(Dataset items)
*** Begin section ***
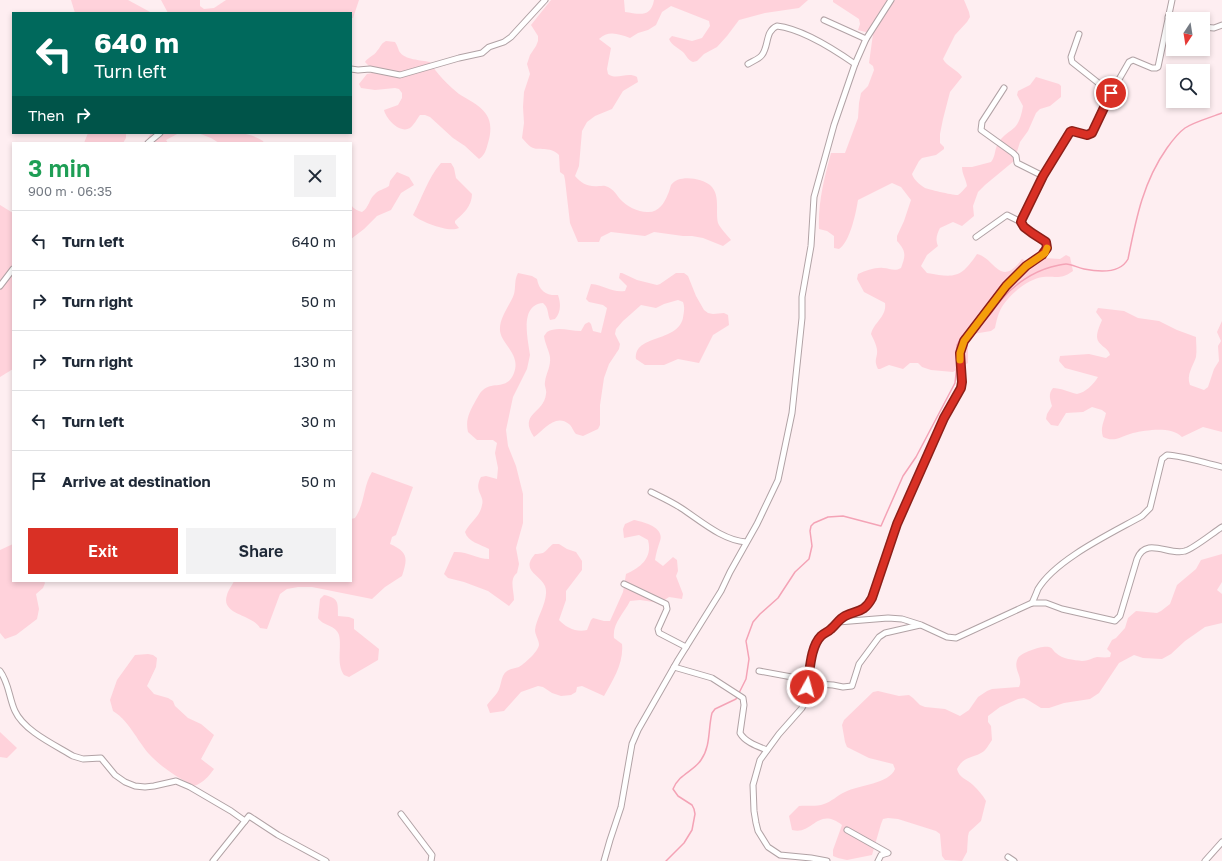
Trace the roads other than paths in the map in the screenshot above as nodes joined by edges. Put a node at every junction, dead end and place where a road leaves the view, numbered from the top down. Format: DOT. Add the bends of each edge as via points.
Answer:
graph roads {
  1 [pos="545,0"];
  2 [pos="891,0"];
  3 [pos="1172,0"];
  4 [pos="1169,12"];
  5 [pos="824,20"];
  6 [pos="1222,25"];
  7 [pos="1166,27"];
  8 [pos="1210,28"];
  9 [pos="1079,34"];
  10 [pos="866,39"];
  11 [pos="748,64"];
  12 [pos="855,64"];
  13 [pos="352,69"];
  14 [pos="1004,88"];
  15 [pos="1111,93"];
  16 [pos="159,134"];
  17 [pos="149,142"];
  18 [pos="1043,176"];
  19 [pos="1021,222"];
  20 [pos="976,236"];
  21 [pos="12,269"];
  22 [pos="0,286"];
  23 [pos="1222,467"];
  24 [pos="651,492"];
  25 [pos="1222,527"];
  26 [pos="746,542"];
  27 [pos="624,584"];
  28 [pos="1032,604"];
  29 [pos="838,622"];
  30 [pos="921,625"];
  31 [pos="686,647"];
  32 [pos="674,667"];
  33 [pos="0,671"];
  34 [pos="758,671"];
  35 [pos="808,680"];
  36 [pos="767,750"];
  37 [pos="401,814"];
  38 [pos="245,821"];
  39 [pos="847,830"];
  40 [pos="1222,842"];
  41 [pos="1008,857"];
  42 [pos="213,861"];
  43 [pos="326,861"];
  44 [pos="431,861"];
  45 [pos="604,861"];
  46 [pos="827,861"];
  47 [pos="878,861"];
  48 [pos="1014,861"];
  49 [pos="1205,861"];
  1 -- 13 [label="street" via="511,37 482,53 400,75 370,69"];
  2 -- 10 [label="street"];
  3 -- 4 [label="street"];
  5 -- 10 [label="street"];
  6 -- 8 [label="street"];
  7 -- 15 [label="street" via="1158,67 1152,68 1130,61"];
  9 -- 15 [label="street" via="1071,57 1072,62"];
  10 -- 12 [label="street"];
  11 -- 12 [label="street" via="762,55 770,32 777,26 824,44"];
  12 -- 26 [label="street" via="834,124 813,203 811,246 802,297 797,377 783,462 778,480"];
  14 -- 18 [label="street" via="982,122 981,130 1013,153 1017,163"];
  15 -- 18 [label="street" via="1092,133 1087,135 1070,132"];
  16 -- 17 [label="street"];
  18 -- 19 [label="street"];
  19 -- 20 [label="street" via="1007,215"];
  19 -- 29 [label="street" via="1024,227 1046,242 1046,250 1006,286 964,341 960,353 961,388 944,418 897,524 872,598 864,608 843,617"];
  21 -- 22 [label="street"];
  23 -- 28 [label="street" via="1180,455 1167,455 1162,459 1150,508 1142,516 1070,557 1039,588"];
  24 -- 26 [label="street" via="680,507 715,531"];
  25 -- 28 [label="street" via="1186,551 1149,548 1142,551 1137,559 1120,616 1115,621 1046,603"];
  26 -- 31 [label="street"];
  27 -- 31 [label="street" via="666,604 659,633"];
  28 -- 30 [label="street" via="956,638 947,637"];
  29 -- 30 [label="street" via="888,618"];
  29 -- 35 [label="street" via="817,641"];
  30 -- 35 [label="street" via="885,633 879,637 859,664 852,686 816,684"];
  31 -- 32 [label="street"];
  32 -- 36 [label="street" via="712,678 743,698 740,733 742,738"];
  32 -- 45 [label="street" via="632,744 621,807"];
  33 -- 38 [label="street" via="20,720 34,732 73,756 84,759 101,758 115,775 132,785 154,786 176,781"];
  34 -- 35 [label="street"];
  35 -- 36 [label="street" via="802,708"];
  36 -- 46 [label="street" via="760,760 753,785 758,831 768,847 780,855"];
  37 -- 44 [label="street" via="432,855"];
  38 -- 42 [label="street"];
  38 -- 43 [label="street" via="249,816"];
  39 -- 47 [label="street" via="888,853 880,855"];
  40 -- 49 [label="street"];
  41 -- 48 [label="street"];
}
*** End section ***
■ TASK DETAILS
Copy all of the data word for word, and keep the pictures out of it.

■ WRITTEN ANSWER
Trace the roads other than paths in the map in the screenshot above as nodes joined by edges. Put a node at every junction, dead end and place where a road leaves the view, numbered from the top down. Format: DOT. Add the bends of each edge as via points.
Answer:
graph roads {
  1 [pos="545,0"];
  2 [pos="891,0"];
  3 [pos="1172,0"];
  4 [pos="1169,12"];
  5 [pos="824,20"];
  6 [pos="1222,25"];
  7 [pos="1166,27"];
  8 [pos="1210,28"];
  9 [pos="1079,34"];
  10 [pos="866,39"];
  11 [pos="748,64"];
  12 [pos="855,64"];
  13 [pos="352,69"];
  14 [pos="1004,88"];
  15 [pos="1111,93"];
  16 [pos="159,134"];
  17 [pos="149,142"];
  18 [pos="1043,176"];
  19 [pos="1021,222"];
  20 [pos="976,236"];
  21 [pos="12,269"];
  22 [pos="0,286"];
  23 [pos="1222,467"];
  24 [pos="651,492"];
  25 [pos="1222,527"];
  26 [pos="746,542"];
  27 [pos="624,584"];
  28 [pos="1032,604"];
  29 [pos="838,622"];
  30 [pos="921,625"];
  31 [pos="686,647"];
  32 [pos="674,667"];
  33 [pos="0,671"];
  34 [pos="758,671"];
  35 [pos="808,680"];
  36 [pos="767,750"];
  37 [pos="401,814"];
  38 [pos="245,821"];
  39 [pos="847,830"];
  40 [pos="1222,842"];
  41 [pos="1008,857"];
  42 [pos="213,861"];
  43 [pos="326,861"];
  44 [pos="431,861"];
  45 [pos="604,861"];
  46 [pos="827,861"];
  47 [pos="878,861"];
  48 [pos="1014,861"];
  49 [pos="1205,861"];
  1 -- 13 [label="street" via="511,37 482,53 400,75 370,69"];
  2 -- 10 [label="street"];
  3 -- 4 [label="street"];
  5 -- 10 [label="street"];
  6 -- 8 [label="street"];
  7 -- 15 [label="street" via="1158,67 1152,68 1130,61"];
  9 -- 15 [label="street" via="1071,57 1072,62"];
  10 -- 12 [label="street"];
  11 -- 12 [label="street" via="762,55 770,32 777,26 824,44"];
  12 -- 26 [label="street" via="834,124 813,203 811,246 802,297 797,377 783,462 778,480"];
  14 -- 18 [label="street" via="982,122 981,130 1013,153 1017,163"];
  15 -- 18 [label="street" via="1092,133 1087,135 1070,132"];
  16 -- 17 [label="street"];
  18 -- 19 [label="street"];
  19 -- 20 [label="street" via="1007,215"];
  19 -- 29 [label="street" via="1024,227 1046,242 1046,250 1006,286 964,341 960,353 961,388 944,418 897,524 872,598 864,608 843,617"];
  21 -- 22 [label="street"];
  23 -- 28 [label="street" via="1180,455 1167,455 1162,459 1150,508 1142,516 1070,557 1039,588"];
  24 -- 26 [label="street" via="680,507 715,531"];
  25 -- 28 [label="street" via="1186,551 1149,548 1142,551 1137,559 1120,616 1115,621 1046,603"];
  26 -- 31 [label="street"];
  27 -- 31 [label="street" via="666,604 659,633"];
  28 -- 30 [label="street" via="956,638 947,637"];
  29 -- 30 [label="street" via="888,618"];
  29 -- 35 [label="street" via="817,641"];
  30 -- 35 [label="street" via="885,633 879,637 859,664 852,686 816,684"];
  31 -- 32 [label="street"];
  32 -- 36 [label="street" via="712,678 743,698 740,733 742,738"];
  32 -- 45 [label="street" via="632,744 621,807"];
  33 -- 38 [label="street" via="20,720 34,732 73,756 84,759 101,758 115,775 132,785 154,786 176,781"];
  34 -- 35 [label="street"];
  35 -- 36 [label="street" via="802,708"];
  36 -- 46 [label="street" via="760,760 753,785 758,831 768,847 780,855"];
  37 -- 44 [label="street" via="432,855"];
  38 -- 42 [label="street"];
  38 -- 43 [label="street" via="249,816"];
  39 -- 47 [label="street" via="888,853 880,855"];
  40 -- 49 [label="street"];
  41 -- 48 [label="street"];
}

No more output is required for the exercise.